Serve sautéed Broccolini, spinach, or Brussels sprouts alongside this hearty entrée.
6 ounces uncooked egg noodles
4 teaspoons canola oil, divided
1 1/4 cups diced yellow onion
12 ounces ground sirloin (90% lean)
1/3 cup chopped fresh flat-leaf parsley, divided
3 tablespoons panko (Japanese breadcrumbs)
3 tablespoons 2% reduced-fat milk
1/2 teaspoon salt, divided
1/2 teaspoon freshly ground black pepper, divided
12 ounces cremini mushrooms, sliced
2 teaspoons minced fresh garlic
1/4 teaspoon paprika
1/4 cup dry white wine
1 tablespoon all-purpose flour
1 cup unsalted beef stock (such as Swanson)
1/3 cup sour cream
1 teaspoon Dijon mustard
Dash of nutmeg
How to Make It
Place a foil-lined jelly-roll pan in oven on the middle rack. Preheat oven to 450° (keep pan in oven).
Cook noodles according to the package directions, omitting salt and fat. Drain; keep warm.

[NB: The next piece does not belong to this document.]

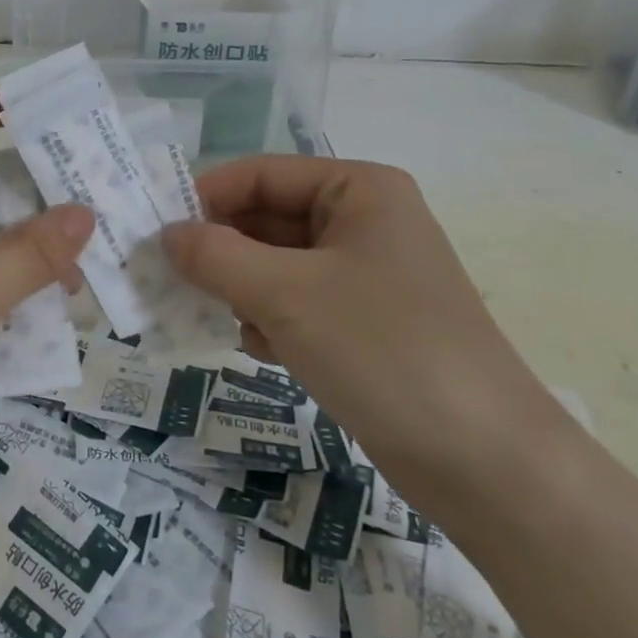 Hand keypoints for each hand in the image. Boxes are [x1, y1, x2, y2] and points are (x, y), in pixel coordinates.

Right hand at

Heat a large skillet over medium-high heat. Add 2 teaspoons oil to pan; swirl to coat. Add onion to pan; sauté 6 minutes or until tender. Place onion in a small bowl. Combine beef, 3 tablespoons parsley, panko, milk, 1/4 teaspoon salt, and 1/4 teaspoon pepper in a large bowl; stir in 1/3 cup cooked onion. Shape beef mixture into 16 (1 1/2-inch) meatballs. Place meatballs on preheated pan coated with cooking spray. Bake at 450° for 12 minutes or until done, turning after 6 minutes.

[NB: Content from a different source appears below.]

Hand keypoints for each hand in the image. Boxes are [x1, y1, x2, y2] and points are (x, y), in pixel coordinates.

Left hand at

Return skillet to medium-high heat. Add remaining 2 teaspoons oil to pan; swirl to coat. Add mushrooms, garlic, and paprika to pan; sauté 8 minutes or until mushrooms are lightly browned. Add wine to pan; cook 1 minute or until liquid almost evaporates. Sprinkle flour over mushroom mixture; cook 30 seconds, stirring constantly. Add stock; bring to a boil, scraping pan to loosen browned bits. Reduce heat, and simmer 3 minutes or until sauce slightly thickens. Stir in remaining cooked onion; remove pan from heat. Stir in remaining 1/4 teaspoon salt, remaining 1/4 teaspoon pepper, sour cream, mustard, and nutmeg. Add meatballs to sauce; toss to coat. Spoon sauce and meatballs over cooked noodles. Sprinkle evenly with remaining parsley.

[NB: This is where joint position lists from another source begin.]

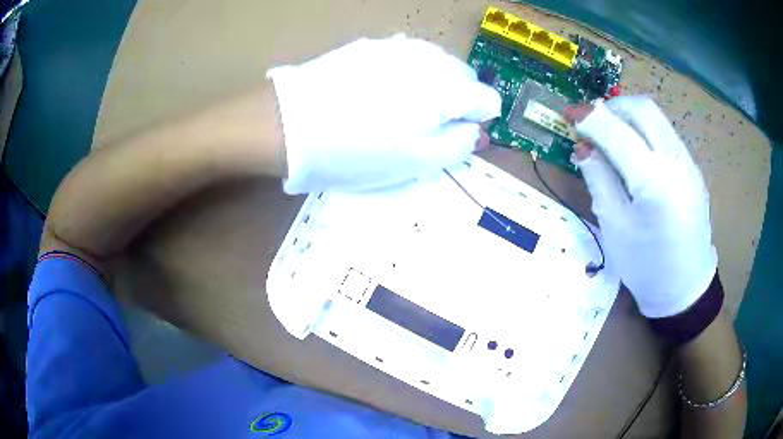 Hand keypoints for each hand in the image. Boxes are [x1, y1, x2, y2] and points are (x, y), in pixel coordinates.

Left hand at [267, 34, 499, 193]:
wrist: (288, 124)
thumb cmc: (355, 152)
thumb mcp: (416, 163)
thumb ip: (459, 145)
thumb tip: (478, 131)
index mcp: (447, 91)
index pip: (489, 99)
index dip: (477, 121)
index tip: (455, 135)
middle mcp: (429, 60)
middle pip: (466, 77)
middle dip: (457, 101)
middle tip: (426, 126)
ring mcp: (397, 47)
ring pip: (437, 63)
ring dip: (433, 84)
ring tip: (401, 107)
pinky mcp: (370, 45)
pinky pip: (406, 55)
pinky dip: (407, 72)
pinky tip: (380, 89)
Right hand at [564, 97, 716, 317]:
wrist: (686, 287)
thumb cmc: (646, 266)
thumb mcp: (615, 227)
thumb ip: (599, 180)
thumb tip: (584, 147)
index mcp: (653, 181)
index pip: (616, 130)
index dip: (589, 116)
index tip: (568, 113)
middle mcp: (676, 161)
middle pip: (642, 108)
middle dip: (612, 107)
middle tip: (593, 124)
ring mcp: (688, 162)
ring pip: (656, 117)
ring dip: (629, 117)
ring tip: (612, 137)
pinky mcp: (693, 168)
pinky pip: (666, 134)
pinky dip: (645, 131)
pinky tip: (636, 155)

Wine note: Go for a citrusy and mildly floral white, like A to Z's Oregon Pinot Gris, 2012 ($12). This crisp, full-bodied wine has enough structure to stand up to the meatballs and plenty of racy sharpness to complement the tangy combination of sour cream, garlic, and mustard. --Jordan Mackay
MyRecipes is working with Let's Move!, the Partnership for a Healthier America, and USDA's MyPlate to give anyone looking for healthier options access to a trove of recipes that will help them create healthy, tasty plates. For more information about creating a healthy plate, visit www.choosemyplate.gov.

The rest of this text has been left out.